Adding cluster-robust standard errors to the probit model is a bit more complex. There is no glm_robust() function. You can estimate a probit model, then use the sandwich and lmtest packages to get clustered standard errors, and then use the glance_custom method to add the number of clusters to that.

However, you can create your own glm_robust function, including tidy() and glance() methods that return everything you want to modelsummary(). I use vcovCR from the clubSandwich package to compute CR2 standard errors, which are the default in estimatr, but there’s many different options for variance-covariance matrices, and apapting the code to use them would be trivial.

# this function estimates a probit model, and 
# then computes the cluster-robust standad errors using
# clubSandwich and coeftest
# it returns a glm_robust object, which is just a list with all the thing we may need. 

glm_robust <- function(formula, family, data, cluster, type = "CR2") {

  # initialize the list we want to return
  out <- list()

  # Estimate model
  fit <- glm(formula, family = family, data = data)

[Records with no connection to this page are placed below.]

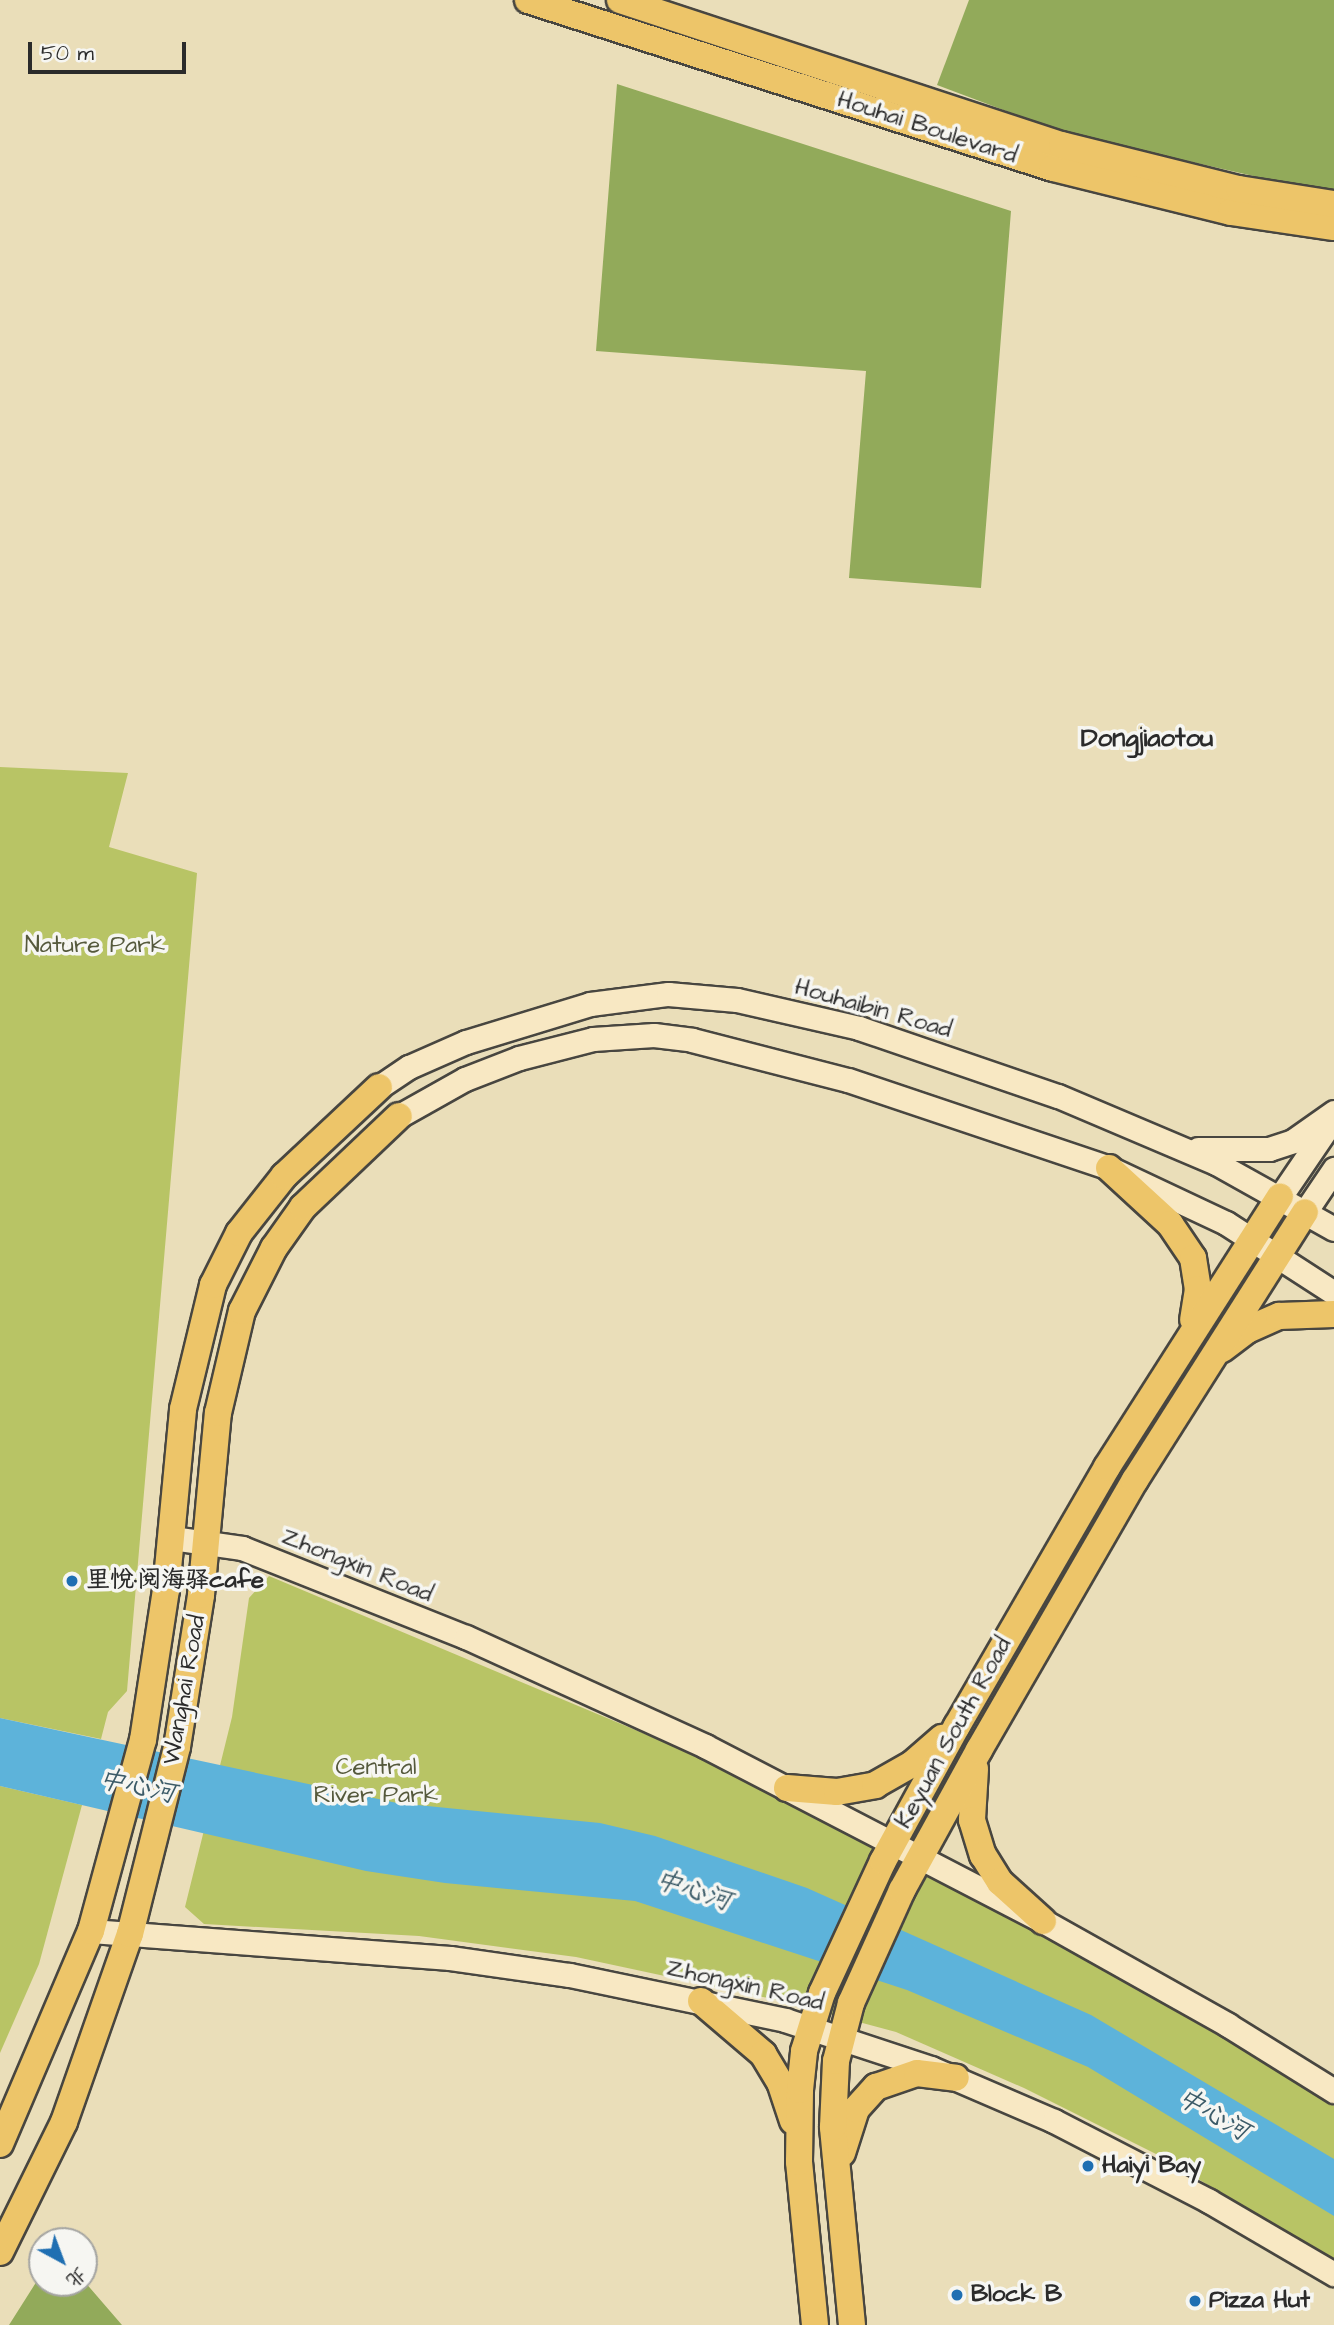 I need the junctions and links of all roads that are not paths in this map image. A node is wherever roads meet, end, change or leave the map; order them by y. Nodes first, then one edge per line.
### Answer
1 (528, 0) edge
2 (620, 0) edge
3 (1334, 204) edge
4 (1334, 227) edge
5 (379, 1087) joint
6 (1334, 1112) edge
7 (398, 1116) joint
8 (1334, 1118) edge
9 (1182, 1148) junction
10 (1109, 1168) junction
11 (1334, 1168) edge
12 (1280, 1197) junction
13 (1305, 1212) junction
14 (1334, 1229) edge
15 (1252, 1238) junction
16 (1276, 1255) junction
17 (1334, 1293) edge
18 (1334, 1314) edge
19 (1189, 1335) junction
20 (1209, 1359) junction
21 (172, 1538) junction
22 (208, 1542) junction
23 (957, 1726) junction
24 (979, 1750) junction
25 (787, 1788) junction
26 (893, 1842) junction
27 (920, 1856) junction
28 (1043, 1921) junction
29 (92, 1931) junction
30 (130, 1934) junction
31 (701, 2001) junction
32 (811, 2028) junction
33 (840, 2036) junction
34 (956, 2078) junction
35 (1334, 2091) edge
36 (0, 2144) edge
37 (799, 2162) junction
38 (837, 2186) junction
39 (0, 2252) edge
40 (1334, 2274) edge
41 (814, 2325) edge
42 (852, 2325) edge

1 - 4 main road, Houhai Boulevard
2 - 3 main road, Houhai Boulevard
5 - 9 main road, Houhaibin Road
5 - 21 main road, Wanghai Road
6 - 9 main road
7 - 10 main road
7 - 22 main road, Wanghai Road
8 - 12 main road
9 - 12 main road, Houhaibin Road
10 - 15 main road
10 - 19 main road
11 - 13 main road
12 - 13 main road, Houhaibin Road
12 - 15 main road, Keyuan South Road
13 - 14 main road, Houhaibin Road
13 - 16 main road, Keyuan South Road
15 - 16 main road
15 - 19 main road, Keyuan South Road
16 - 17 main road
16 - 20 main road, Keyuan South Road
18 - 20 main road
19 - 23 main road, Keyuan South Road
20 - 24 main road, Keyuan South Road
21 - 22 main road, Zhongxin Road
21 - 29 main road, Wanghai Road
22 - 25 main road, Zhongxin Road
22 - 30 main road, Wanghai Road
23 - 25 main road
23 - 26 main road, Keyuan South Road
24 - 27 main road, Keyuan South Road
24 - 28 main road
25 - 26 main road, Zhongxin Road
26 - 27 main road, Zhongxin Road
26 - 32 main road, Keyuan South Road
27 - 28 main road, Zhongxin Road
27 - 33 main road, Keyuan South Road
28 - 35 main road, Zhongxin Road
29 - 30 main road, Zhongxin Road
29 - 36 main road, Wanghai Road
30 - 31 main road, Zhongxin Road
30 - 39 main road, Wanghai Road
31 - 32 main road, Zhongxin Road
31 - 37 main road
32 - 33 main road, Zhongxin Road
32 - 37 main road, Keyuan South Road
33 - 34 main road, Zhongxin Road
33 - 38 main road, Keyuan South Road
34 - 38 main road
34 - 40 main road, Zhongxin Road
37 - 41 main road, Keyuan South Road
38 - 42 main road, Keyuan South Road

  # we need the cluster variable from the observations used in the model:
  # first get the data used in the model (the complete observations), 
  # and extract the row numbers
  row_numbers <- 
    model.frame(fit) %>%
    rownames() %>%
    as.integer()

  # then use them to subset the original data and pull the cluster variable
  # The {{ }} syntax allows for unqouted variable names
  cluster_vec <- 
    data %>% 
    filter(row_number() %in% row_numbers) %>% 
    pull( {{ cluster }} )

  # Cluster-robust VCOV
  vcov_cr <- clubSandwich::vcovCR(
    fit,
    cluster = cluster_vec,
    type = type
  )

  # populate are returned list:
  out$coef      <- lmtest::coeftest(fit, vcov. = vcov_cr)
  out$vcov      <- vcov_cr
  out$nclusters <- length(unique(cluster_vec))
  out$model     <- fit
  out$nobs      <- stats::nobs(fit)
  out$logLik    <- stats::logLik(fit)

  # set the class of my object: this controls what methods are used to extract info
  class(out) <- c("glm_robust")
  out
}

# this is the custom tidy methods for glm_robust objects
# it returns a dataframe with coefficients
tidy.glm_robust <- function(x, ...){
  
  tibble::tibble(
    term      = rownames(x$coef),
    estimate  = x$coef[, "Estimate"],
    std.error = x$coef[, "Std. Error"],
    statistic = x$coef[, "z value"],
    p.value   = x$coef[, "Pr(>|z|)"]
  )
}

# this is the glance method. It returns a data frame with 
# the number of obserations, log likelihood and number of clusters
glance.glm_robust <- function(x, ...){
  tibble::tibble(
    nobs       = x$nobs,
    logLik     = as.numeric(x$logLik),
    nclusters  = x$nclusters,
    clustered = "Yes" #we only accept clustered SEs in this function, so we can just say "Yes"
  )
}

You can then simply use the glm_robust() function and modelsummary() will know how to handle its output!

probitrobust <- 
  glm_robust(uses_fertilizer ~ treatment + educated,
             family = binomial(link = "probit"),
             data = data,
             cluster = village,
             type = "CR2")


modelsummary(list("LM" = lm, "LM Robust" = lmrobust, 
                  "Probit"  = probit, "Probit Robust" = probitrobust), 
             gof_map = gof_map_custom,
             coef_map = labels,
             stars = TRUE,
             output = "flextable") %>%
  autofit()

	LM	LM Robust	Probit	Probit Robust
Treated	0.265**	0.265**	0.727**	0.727*
	(0.083)	(0.091)	(0.236)	(0.331)
Educated	0.128	0.128	0.366	0.366
	(0.088)	(0.097)	(0.250)	(0.273)
Constant	0.207***	0.207**	-0.813***	-0.813**
	(0.057)	(0.068)	(0.173)	(0.279)
N	131	131	131	131
R²	0.09	0.09
Adj. R²	0.07	0.07
Clustered SEs	No	Yes	No	Yes
Number of clusters		3		3
+ p < 0.1, * p < 0.05, p < 0.01, * p < 0.001

These functions would be quite easy to reuse in other projects!

Marginal Effects

To add marginal effects to your probit, use the marginaleffects package. THe avg_slopes() function computes average marginal effects.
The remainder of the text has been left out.